Secondly, the level of effort required to produce these attacks is very complicated. First, an attacker would have to find success in some type of existing exploit through a known RCE or social engineering attempt. Assuming they were successful, they would then need to read chunks of memory from an un-patched system. Reading from memory like this would require processing of a considerable amount of data, especially without knowing exactly what they are looking for or when they should be looking for it. Additionally, as the flawed chip is also bound to the physical hardware that it runs on, there is no way for this attack to read instruction sets directly from other systems and their processors in any environment. All this means that any actual attack would likely be extremely targeted. Again, this does not mean that you shouldn’t be concerned about all of this, but reading contents from memory in real-time is quite a substantial amount of information to parse through.
So, yes, there is a real flaw that is a concern and you do need to take action.
After going through all this information and understanding what we are dealing with, I believe there are two classifications of systems that should be prioritized:
1. Cloud servers hosted with hyperscalers such as Amazon AWS or Microsoft Azure.
2. Desktops and personal devices (phones, laptops, tablets)
Let’s talk about cloud servers.
If you read through the Red Hat article they call out this same concern, and for good reason.
- These flaws are capable of reading executed data sets from the physical processor which breaks the normal isolation a virtual machine is held in – meaning one virtual server may read contents of another virtual server.

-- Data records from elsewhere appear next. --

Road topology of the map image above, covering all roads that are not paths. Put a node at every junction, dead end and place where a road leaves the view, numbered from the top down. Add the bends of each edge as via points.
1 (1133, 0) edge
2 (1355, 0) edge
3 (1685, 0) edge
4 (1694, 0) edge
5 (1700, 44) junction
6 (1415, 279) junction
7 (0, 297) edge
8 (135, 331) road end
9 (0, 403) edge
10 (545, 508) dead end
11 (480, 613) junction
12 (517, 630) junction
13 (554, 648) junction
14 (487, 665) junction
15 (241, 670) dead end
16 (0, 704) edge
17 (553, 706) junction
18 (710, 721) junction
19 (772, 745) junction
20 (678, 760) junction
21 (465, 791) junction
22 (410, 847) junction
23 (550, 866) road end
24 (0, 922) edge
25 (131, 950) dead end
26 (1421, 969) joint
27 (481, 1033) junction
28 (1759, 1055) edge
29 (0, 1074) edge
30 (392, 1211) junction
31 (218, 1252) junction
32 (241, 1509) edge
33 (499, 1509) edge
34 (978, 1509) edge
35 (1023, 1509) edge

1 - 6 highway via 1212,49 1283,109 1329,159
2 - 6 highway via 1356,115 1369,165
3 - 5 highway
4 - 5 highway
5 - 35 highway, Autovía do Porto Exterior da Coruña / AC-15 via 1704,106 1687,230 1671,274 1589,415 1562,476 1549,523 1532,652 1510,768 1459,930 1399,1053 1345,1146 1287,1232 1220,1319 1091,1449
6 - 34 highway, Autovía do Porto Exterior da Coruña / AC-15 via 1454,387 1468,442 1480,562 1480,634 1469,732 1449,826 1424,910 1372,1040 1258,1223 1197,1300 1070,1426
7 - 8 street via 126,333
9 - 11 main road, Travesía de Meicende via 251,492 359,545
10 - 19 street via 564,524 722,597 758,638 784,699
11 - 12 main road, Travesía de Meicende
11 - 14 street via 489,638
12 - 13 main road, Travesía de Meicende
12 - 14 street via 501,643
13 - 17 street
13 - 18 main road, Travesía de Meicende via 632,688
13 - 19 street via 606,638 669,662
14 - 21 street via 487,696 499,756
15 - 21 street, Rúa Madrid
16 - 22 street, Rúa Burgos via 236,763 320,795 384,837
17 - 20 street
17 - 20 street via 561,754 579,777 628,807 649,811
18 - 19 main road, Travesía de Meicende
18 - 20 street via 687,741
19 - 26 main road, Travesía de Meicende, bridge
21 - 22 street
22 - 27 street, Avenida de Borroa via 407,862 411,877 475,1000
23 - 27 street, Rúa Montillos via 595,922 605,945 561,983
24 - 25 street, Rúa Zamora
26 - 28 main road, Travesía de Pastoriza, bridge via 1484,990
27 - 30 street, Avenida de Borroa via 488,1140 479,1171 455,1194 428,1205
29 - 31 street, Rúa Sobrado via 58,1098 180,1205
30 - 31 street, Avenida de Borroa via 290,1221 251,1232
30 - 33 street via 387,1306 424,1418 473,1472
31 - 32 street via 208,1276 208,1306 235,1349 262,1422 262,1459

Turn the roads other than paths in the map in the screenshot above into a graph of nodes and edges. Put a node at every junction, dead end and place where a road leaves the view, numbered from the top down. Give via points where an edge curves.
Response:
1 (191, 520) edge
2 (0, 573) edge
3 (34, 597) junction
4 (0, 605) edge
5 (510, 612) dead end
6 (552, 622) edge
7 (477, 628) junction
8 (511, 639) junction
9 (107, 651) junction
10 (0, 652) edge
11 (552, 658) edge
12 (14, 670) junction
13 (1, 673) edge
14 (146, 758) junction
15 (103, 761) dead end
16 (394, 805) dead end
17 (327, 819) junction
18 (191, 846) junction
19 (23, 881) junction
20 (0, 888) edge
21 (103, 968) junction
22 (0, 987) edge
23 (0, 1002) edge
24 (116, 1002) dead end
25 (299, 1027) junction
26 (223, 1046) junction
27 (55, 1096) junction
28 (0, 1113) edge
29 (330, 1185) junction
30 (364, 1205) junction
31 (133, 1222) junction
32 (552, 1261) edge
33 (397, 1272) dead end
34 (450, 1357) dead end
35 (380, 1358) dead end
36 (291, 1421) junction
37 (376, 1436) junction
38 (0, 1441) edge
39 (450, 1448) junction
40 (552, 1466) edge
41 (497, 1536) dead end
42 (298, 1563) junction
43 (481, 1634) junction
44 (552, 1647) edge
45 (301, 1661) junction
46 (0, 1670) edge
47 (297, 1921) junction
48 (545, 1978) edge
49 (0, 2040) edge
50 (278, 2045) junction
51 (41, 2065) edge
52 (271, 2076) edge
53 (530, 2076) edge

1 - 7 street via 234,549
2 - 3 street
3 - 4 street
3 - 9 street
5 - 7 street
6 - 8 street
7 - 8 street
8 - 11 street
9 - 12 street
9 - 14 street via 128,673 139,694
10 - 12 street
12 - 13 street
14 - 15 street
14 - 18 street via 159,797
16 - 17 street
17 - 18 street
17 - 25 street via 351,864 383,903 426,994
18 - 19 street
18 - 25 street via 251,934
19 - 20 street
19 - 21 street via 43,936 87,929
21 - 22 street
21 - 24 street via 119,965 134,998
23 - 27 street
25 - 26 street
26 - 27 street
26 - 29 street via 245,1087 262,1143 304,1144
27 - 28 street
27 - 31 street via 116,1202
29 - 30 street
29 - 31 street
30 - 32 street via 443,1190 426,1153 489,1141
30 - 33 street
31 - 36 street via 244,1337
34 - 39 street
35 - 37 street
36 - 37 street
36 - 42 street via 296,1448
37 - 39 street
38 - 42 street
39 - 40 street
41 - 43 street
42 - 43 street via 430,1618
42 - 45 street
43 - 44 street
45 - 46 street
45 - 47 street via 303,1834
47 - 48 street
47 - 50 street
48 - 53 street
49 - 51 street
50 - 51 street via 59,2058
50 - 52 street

- In cloud platforms this would mean that if one customer’s server is successfully exploited then it could read information from a different customer’s system. This is obviously a huge concern and it’s why the big hyperscalers like AWS and Azure were granted early access to details of these flaws and then rushed to patch.
The Zumasys Cloud is built on Intel platforms running VMware and Microsoft products and so, like everyone else, we have work to do to get our systems patched and protected.
- However, unlike the hyperscalers, The Zumasys Cloud, does not have an automated online system that allows clients (or an unknown entity) to purchase and build VMs. There is no “swipe and go” instant-on servers anywhere in our environment.
- In the world of big hyperscalers where anyone with a valid credit card can build one or one-hundred VMs anywhere – this is a much larger concern because it is nearly impossible to control who can run VMs on the platform without fundamentally breaking how normal well-intentioned customers interact.
In a separate communication we will outline Zumasys’ plan and timeline and will communicate how we are rolling out our mitigation response.
It is important to understand that the risk levels are different between Zumasy’ virtual private cloud design model and the hyperscalers of the world like AWS and Azure.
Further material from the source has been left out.